PSYchology

Is there anything more valuable than time in the world? It is possible to create or obtain something valuable without investing effort, money, or other resources, but nothing happens instantly. Even on the fertile soils of the south, where the earth gives birth to itself and even peasant labor is not hard labor, you cannot force the fruits to grow faster. But time is much more than a useful resource.

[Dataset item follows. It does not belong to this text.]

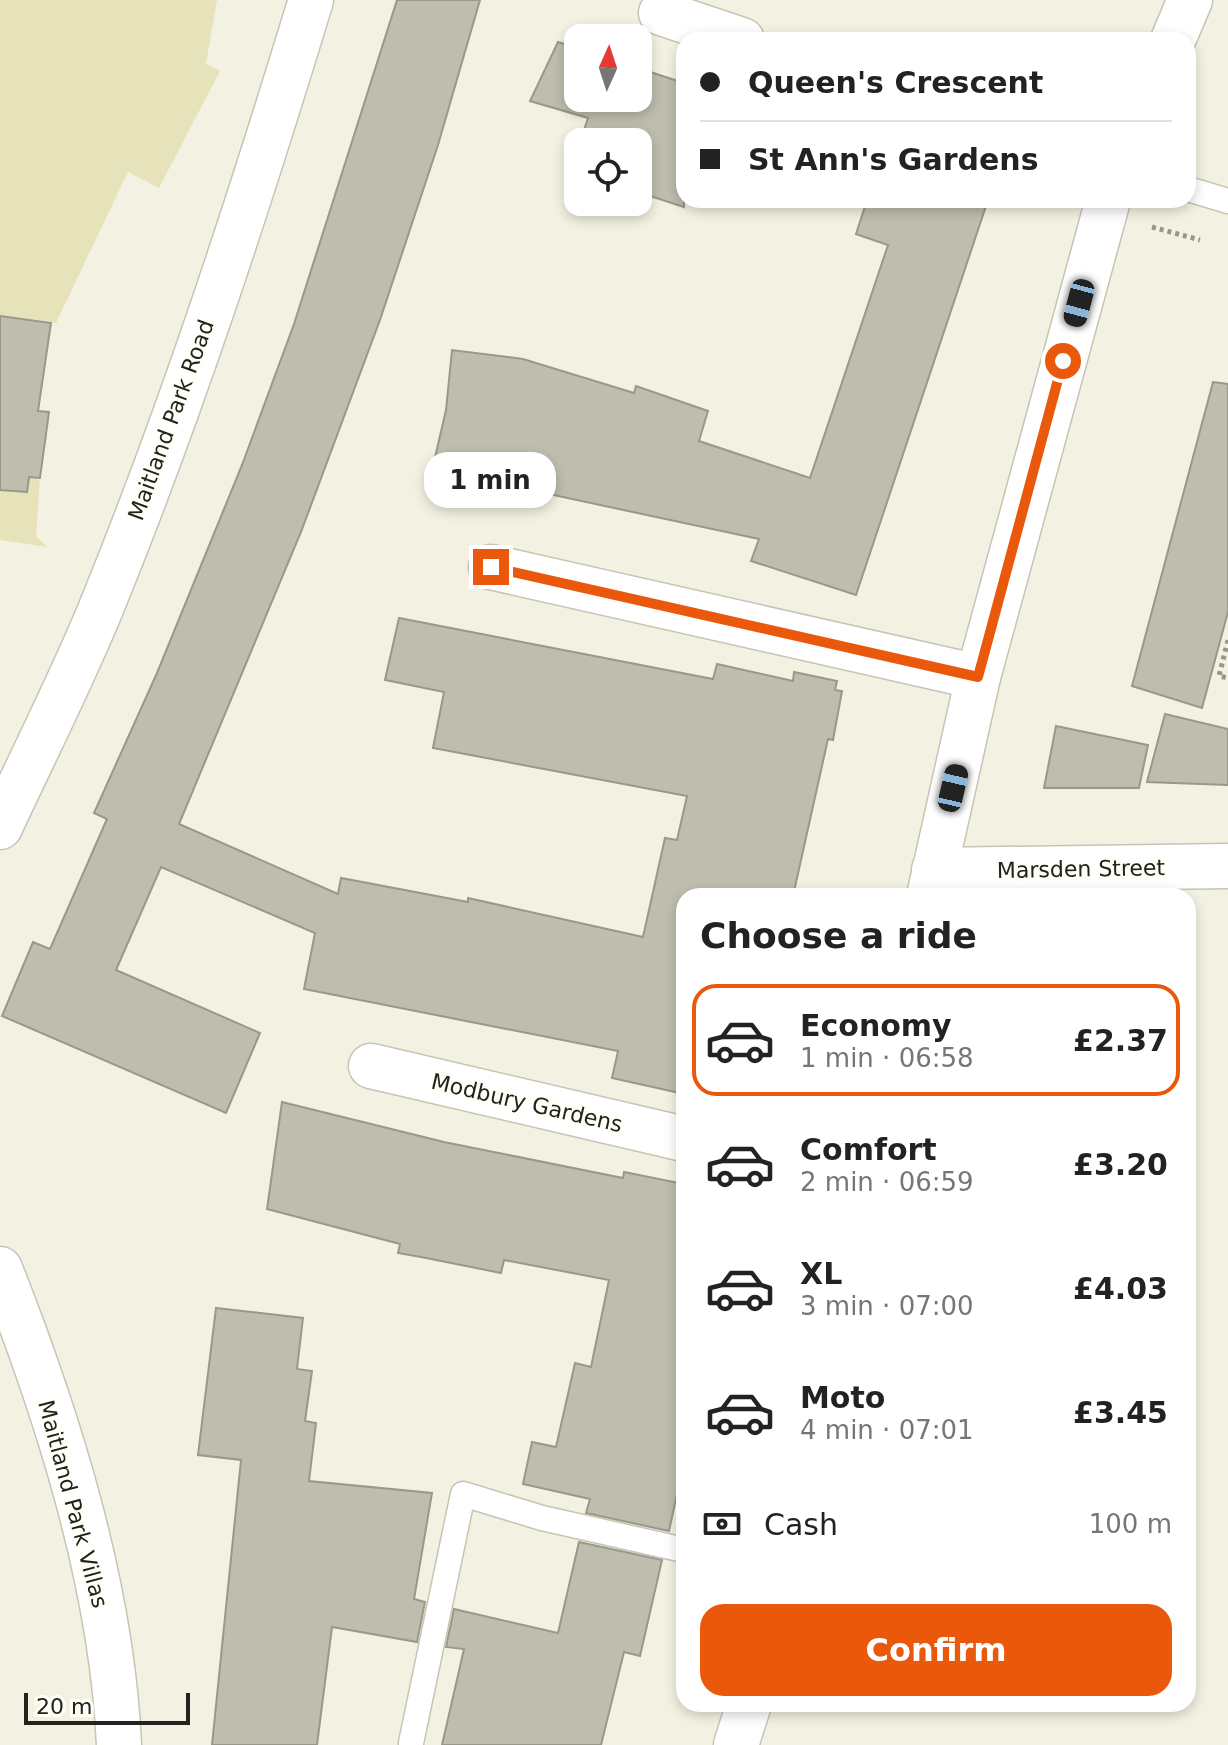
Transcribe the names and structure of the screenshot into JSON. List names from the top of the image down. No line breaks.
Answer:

Our very life is made up of it. However, paradoxically, there are few things we treat with such disdain, sometimes deadly disdain, as we do with time. Killing time — a very common activity of the last hundred years — is nothing more than a form of slow suicide, cutting off pieces from one’s own life. And humanity has come up with many ways and tools for this murder — from board (more or less gambling) games to television series. They are like fire and flowing water, which, as you know, you can look at endlessly: the picture changes all the time, but nothing happens.

One of us is constantly short on time, and usually the older we get, the more. Others, on the contrary, all their lives toil about what to do with it. But after all, it does not happen that time simply exists or does not exist. It is always on something, but on something it is not. The presence (or absence) of time correlates with the occupation for which we need it, with the meaning on which we want to spend part of our lives.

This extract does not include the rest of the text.